Saved entries

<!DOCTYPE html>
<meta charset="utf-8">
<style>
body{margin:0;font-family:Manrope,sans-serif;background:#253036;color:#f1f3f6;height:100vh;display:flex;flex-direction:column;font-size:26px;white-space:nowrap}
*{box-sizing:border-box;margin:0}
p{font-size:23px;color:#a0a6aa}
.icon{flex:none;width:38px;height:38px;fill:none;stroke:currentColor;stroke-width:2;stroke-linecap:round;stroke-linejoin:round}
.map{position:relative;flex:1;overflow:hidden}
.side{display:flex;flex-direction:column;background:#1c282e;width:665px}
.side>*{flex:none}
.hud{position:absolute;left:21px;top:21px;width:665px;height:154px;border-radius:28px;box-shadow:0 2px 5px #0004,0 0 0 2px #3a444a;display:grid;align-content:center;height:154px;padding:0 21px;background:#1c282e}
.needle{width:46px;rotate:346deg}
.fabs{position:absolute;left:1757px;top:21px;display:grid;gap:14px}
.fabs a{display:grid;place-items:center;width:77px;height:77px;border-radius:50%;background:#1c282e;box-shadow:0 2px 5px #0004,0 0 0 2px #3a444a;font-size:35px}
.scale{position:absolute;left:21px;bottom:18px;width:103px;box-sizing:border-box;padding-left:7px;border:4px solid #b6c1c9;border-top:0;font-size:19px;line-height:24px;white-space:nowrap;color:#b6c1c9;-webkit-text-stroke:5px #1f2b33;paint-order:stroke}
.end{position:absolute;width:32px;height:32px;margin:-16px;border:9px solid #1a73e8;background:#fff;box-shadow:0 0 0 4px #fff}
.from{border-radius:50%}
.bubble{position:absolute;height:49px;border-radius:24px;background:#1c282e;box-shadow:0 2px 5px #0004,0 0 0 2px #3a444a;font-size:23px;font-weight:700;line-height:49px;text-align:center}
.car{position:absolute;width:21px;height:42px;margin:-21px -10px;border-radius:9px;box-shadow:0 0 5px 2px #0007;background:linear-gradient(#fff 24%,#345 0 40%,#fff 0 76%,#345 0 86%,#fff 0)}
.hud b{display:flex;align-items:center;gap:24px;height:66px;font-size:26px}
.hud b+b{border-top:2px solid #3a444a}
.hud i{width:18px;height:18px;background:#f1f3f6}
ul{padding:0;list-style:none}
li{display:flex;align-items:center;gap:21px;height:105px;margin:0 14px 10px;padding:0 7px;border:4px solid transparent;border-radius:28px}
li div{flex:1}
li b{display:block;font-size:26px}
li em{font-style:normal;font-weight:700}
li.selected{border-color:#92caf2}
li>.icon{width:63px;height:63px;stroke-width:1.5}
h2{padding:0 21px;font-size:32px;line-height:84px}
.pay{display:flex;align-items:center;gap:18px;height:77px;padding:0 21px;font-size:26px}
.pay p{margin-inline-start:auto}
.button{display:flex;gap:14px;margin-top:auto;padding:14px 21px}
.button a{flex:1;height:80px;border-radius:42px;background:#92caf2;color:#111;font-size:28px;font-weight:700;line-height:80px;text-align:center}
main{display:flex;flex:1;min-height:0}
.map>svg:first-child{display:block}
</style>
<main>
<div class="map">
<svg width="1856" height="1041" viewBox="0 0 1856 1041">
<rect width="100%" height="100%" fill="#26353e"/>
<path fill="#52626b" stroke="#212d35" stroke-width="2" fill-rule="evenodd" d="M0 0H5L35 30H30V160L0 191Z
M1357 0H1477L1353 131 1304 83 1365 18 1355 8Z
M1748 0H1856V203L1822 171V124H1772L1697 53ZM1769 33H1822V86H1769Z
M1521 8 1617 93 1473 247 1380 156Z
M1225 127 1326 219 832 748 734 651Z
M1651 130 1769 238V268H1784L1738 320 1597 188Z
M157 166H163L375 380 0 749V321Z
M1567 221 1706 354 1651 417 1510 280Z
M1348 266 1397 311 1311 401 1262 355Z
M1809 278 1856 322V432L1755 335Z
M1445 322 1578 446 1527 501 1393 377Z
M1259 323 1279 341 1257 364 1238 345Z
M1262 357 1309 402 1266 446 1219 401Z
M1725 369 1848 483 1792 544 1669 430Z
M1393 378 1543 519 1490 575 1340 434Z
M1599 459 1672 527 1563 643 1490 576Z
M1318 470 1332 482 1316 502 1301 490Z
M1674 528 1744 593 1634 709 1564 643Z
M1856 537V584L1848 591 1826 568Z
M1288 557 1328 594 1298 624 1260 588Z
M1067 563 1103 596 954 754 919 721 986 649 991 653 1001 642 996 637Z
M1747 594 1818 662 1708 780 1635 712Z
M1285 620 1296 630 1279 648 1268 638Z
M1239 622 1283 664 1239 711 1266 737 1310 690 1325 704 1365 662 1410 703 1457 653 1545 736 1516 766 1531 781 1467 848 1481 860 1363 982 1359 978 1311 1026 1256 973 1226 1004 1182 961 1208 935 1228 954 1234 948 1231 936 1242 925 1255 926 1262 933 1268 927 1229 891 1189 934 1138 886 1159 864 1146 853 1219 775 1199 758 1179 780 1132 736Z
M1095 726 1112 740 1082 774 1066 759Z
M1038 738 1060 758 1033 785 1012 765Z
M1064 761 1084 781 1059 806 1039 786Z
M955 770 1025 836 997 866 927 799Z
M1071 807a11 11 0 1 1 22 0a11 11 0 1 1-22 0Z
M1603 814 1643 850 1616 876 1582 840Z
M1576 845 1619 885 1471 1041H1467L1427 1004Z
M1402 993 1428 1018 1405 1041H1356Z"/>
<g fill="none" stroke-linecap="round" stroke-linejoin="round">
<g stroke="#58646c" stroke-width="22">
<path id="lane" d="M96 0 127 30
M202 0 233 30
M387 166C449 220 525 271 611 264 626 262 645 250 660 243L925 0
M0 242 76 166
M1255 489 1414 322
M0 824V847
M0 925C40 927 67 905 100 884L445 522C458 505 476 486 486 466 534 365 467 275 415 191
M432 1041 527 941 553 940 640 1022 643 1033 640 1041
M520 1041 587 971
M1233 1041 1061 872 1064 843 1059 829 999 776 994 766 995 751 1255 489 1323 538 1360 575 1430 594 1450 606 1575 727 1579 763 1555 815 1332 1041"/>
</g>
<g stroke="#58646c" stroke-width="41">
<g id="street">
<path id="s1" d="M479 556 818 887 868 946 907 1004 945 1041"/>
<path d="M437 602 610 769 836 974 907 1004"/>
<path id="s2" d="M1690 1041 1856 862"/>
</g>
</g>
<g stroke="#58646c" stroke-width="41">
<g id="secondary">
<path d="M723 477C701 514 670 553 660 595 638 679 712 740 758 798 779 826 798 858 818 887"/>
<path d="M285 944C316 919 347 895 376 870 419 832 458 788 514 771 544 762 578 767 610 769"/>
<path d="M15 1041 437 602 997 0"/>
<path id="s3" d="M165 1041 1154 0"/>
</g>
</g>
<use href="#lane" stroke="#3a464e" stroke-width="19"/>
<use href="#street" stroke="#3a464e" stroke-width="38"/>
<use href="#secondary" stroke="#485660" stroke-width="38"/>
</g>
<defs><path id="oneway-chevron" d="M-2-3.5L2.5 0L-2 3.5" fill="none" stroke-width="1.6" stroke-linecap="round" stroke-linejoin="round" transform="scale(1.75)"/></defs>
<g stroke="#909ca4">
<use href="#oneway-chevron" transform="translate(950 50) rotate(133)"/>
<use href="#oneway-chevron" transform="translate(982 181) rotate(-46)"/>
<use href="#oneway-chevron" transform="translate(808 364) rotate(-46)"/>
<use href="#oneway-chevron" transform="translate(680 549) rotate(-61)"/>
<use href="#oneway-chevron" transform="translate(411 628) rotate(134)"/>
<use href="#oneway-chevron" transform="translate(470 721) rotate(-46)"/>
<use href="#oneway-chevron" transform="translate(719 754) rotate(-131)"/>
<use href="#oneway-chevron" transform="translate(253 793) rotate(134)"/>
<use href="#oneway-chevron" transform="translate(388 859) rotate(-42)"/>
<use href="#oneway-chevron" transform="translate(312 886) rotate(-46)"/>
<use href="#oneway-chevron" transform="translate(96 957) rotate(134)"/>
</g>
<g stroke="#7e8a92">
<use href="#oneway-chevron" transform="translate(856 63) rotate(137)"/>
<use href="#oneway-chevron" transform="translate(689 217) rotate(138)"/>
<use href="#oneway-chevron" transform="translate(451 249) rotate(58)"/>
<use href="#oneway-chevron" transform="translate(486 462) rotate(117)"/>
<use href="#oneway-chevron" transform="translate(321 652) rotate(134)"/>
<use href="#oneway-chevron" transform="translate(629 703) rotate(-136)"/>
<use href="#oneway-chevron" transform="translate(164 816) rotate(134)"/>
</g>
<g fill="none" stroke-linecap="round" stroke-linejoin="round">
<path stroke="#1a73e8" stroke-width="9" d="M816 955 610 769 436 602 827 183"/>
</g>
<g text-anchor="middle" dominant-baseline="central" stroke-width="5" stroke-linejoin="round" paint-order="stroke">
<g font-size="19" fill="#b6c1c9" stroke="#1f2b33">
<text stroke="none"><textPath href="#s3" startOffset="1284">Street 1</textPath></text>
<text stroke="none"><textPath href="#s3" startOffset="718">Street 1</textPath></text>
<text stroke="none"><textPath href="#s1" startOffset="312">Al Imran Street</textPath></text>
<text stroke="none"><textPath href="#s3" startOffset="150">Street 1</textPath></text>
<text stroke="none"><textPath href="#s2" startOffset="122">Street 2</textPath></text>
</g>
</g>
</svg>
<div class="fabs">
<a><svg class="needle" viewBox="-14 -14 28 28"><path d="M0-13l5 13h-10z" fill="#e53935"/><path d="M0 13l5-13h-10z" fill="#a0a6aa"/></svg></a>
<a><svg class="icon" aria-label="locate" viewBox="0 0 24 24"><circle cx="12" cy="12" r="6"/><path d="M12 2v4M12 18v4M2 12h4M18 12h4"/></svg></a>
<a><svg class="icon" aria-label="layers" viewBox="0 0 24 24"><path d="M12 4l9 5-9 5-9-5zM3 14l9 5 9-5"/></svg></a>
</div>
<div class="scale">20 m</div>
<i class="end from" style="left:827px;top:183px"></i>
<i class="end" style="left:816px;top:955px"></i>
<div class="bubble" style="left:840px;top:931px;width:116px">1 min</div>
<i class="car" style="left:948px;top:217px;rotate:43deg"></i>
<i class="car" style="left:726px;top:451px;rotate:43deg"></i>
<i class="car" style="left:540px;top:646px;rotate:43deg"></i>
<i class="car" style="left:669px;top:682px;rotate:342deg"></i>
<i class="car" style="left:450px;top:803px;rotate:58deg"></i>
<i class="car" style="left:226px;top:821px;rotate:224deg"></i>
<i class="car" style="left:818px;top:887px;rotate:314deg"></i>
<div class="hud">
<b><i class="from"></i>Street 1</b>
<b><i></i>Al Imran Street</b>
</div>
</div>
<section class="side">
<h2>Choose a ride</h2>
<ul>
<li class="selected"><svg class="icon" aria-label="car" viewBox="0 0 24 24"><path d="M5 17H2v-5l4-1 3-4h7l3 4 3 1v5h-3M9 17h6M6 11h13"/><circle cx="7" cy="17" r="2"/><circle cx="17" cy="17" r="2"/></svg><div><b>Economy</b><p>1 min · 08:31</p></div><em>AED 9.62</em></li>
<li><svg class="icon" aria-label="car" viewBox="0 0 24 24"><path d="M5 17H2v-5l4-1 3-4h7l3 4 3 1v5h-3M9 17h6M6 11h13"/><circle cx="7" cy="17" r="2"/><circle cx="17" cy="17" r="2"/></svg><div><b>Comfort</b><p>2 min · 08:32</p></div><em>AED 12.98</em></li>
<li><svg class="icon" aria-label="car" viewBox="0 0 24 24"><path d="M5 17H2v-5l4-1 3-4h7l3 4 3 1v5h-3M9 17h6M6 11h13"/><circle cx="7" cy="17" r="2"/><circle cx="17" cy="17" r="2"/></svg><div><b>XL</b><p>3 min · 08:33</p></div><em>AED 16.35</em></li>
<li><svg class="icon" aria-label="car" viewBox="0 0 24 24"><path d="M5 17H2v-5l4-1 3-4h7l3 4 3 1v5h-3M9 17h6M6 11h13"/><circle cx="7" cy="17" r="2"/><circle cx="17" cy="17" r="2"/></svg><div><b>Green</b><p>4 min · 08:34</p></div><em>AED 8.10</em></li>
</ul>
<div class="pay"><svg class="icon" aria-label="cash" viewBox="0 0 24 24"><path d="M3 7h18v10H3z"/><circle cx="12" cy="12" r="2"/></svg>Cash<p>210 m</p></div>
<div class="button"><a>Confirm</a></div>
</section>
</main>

» **AIM OF THE TASK**
Filter the records above and copy every line that contains the word "grid".

» **EXERCISE RESULT**
.hud{position:absolute;left:21px;top:21px;width:665px;height:154px;border-radius:28px;box-shadow:0 2px 5px #0004,0 0 0 2px #3a444a;display:grid;align-content:center;height:154px;padding:0 21px;background:#1c282e}
.fabs{position:absolute;left:1757px;top:21px;display:grid;gap:14px}
.fabs a{display:grid;place-items:center;width:77px;height:77px;border-radius:50%;background:#1c282e;box-shadow:0 2px 5px #0004,0 0 0 2px #3a444a;font-size:35px}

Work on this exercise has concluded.